*GIVEN DATA*.

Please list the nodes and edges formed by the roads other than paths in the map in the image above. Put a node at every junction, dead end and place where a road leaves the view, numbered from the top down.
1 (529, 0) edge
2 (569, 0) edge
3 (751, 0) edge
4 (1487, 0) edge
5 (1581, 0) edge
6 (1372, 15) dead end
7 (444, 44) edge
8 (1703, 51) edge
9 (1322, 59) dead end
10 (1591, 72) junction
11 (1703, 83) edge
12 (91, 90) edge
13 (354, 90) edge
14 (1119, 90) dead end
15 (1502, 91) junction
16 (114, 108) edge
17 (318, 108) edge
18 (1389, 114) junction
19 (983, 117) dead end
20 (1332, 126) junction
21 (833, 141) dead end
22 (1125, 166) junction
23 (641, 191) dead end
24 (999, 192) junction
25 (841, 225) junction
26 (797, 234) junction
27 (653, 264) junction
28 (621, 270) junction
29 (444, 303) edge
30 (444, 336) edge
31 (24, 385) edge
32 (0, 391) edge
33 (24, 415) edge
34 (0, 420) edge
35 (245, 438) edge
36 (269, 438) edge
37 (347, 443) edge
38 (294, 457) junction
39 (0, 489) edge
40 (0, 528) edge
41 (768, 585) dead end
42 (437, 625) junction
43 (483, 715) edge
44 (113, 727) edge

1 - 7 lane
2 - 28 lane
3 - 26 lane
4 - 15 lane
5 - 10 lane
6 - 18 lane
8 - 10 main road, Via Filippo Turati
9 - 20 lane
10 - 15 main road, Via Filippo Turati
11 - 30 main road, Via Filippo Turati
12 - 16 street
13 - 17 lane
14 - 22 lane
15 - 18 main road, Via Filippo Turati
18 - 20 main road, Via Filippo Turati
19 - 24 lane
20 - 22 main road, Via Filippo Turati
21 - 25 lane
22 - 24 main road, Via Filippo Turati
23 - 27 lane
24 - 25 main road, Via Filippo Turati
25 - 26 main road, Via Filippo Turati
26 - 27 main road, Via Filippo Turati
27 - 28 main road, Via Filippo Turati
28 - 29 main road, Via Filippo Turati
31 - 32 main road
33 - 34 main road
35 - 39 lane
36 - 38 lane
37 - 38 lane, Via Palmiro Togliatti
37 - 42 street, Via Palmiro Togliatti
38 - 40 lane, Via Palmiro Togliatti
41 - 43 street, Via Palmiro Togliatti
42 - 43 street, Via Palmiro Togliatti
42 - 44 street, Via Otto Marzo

*ABOUT THIS EXERCISE*. All of the entries above should be written out verbatim.

*OUTPUT OF THE TASK*.
Please list the nodes and edges formed by the roads other than paths in the map in the image above. Put a node at every junction, dead end and place where a road leaves the view, numbered from the top down.
1 (529, 0) edge
2 (569, 0) edge
3 (751, 0) edge
4 (1487, 0) edge
5 (1581, 0) edge
6 (1372, 15) dead end
7 (444, 44) edge
8 (1703, 51) edge
9 (1322, 59) dead end
10 (1591, 72) junction
11 (1703, 83) edge
12 (91, 90) edge
13 (354, 90) edge
14 (1119, 90) dead end
15 (1502, 91) junction
16 (114, 108) edge
17 (318, 108) edge
18 (1389, 114) junction
19 (983, 117) dead end
20 (1332, 126) junction
21 (833, 141) dead end
22 (1125, 166) junction
23 (641, 191) dead end
24 (999, 192) junction
25 (841, 225) junction
26 (797, 234) junction
27 (653, 264) junction
28 (621, 270) junction
29 (444, 303) edge
30 (444, 336) edge
31 (24, 385) edge
32 (0, 391) edge
33 (24, 415) edge
34 (0, 420) edge
35 (245, 438) edge
36 (269, 438) edge
37 (347, 443) edge
38 (294, 457) junction
39 (0, 489) edge
40 (0, 528) edge
41 (768, 585) dead end
42 (437, 625) junction
43 (483, 715) edge
44 (113, 727) edge

1 - 7 lane
2 - 28 lane
3 - 26 lane
4 - 15 lane
5 - 10 lane
6 - 18 lane
8 - 10 main road, Via Filippo Turati
9 - 20 lane
10 - 15 main road, Via Filippo Turati
11 - 30 main road, Via Filippo Turati
12 - 16 street
13 - 17 lane
14 - 22 lane
15 - 18 main road, Via Filippo Turati
18 - 20 main road, Via Filippo Turati
19 - 24 lane
20 - 22 main road, Via Filippo Turati
21 - 25 lane
22 - 24 main road, Via Filippo Turati
23 - 27 lane
24 - 25 main road, Via Filippo Turati
25 - 26 main road, Via Filippo Turati
26 - 27 main road, Via Filippo Turati
27 - 28 main road, Via Filippo Turati
28 - 29 main road, Via Filippo Turati
31 - 32 main road
33 - 34 main road
35 - 39 lane
36 - 38 lane
37 - 38 lane, Via Palmiro Togliatti
37 - 42 street, Via Palmiro Togliatti
38 - 40 lane, Via Palmiro Togliatti
41 - 43 street, Via Palmiro Togliatti
42 - 43 street, Via Palmiro Togliatti
42 - 44 street, Via Otto Marzo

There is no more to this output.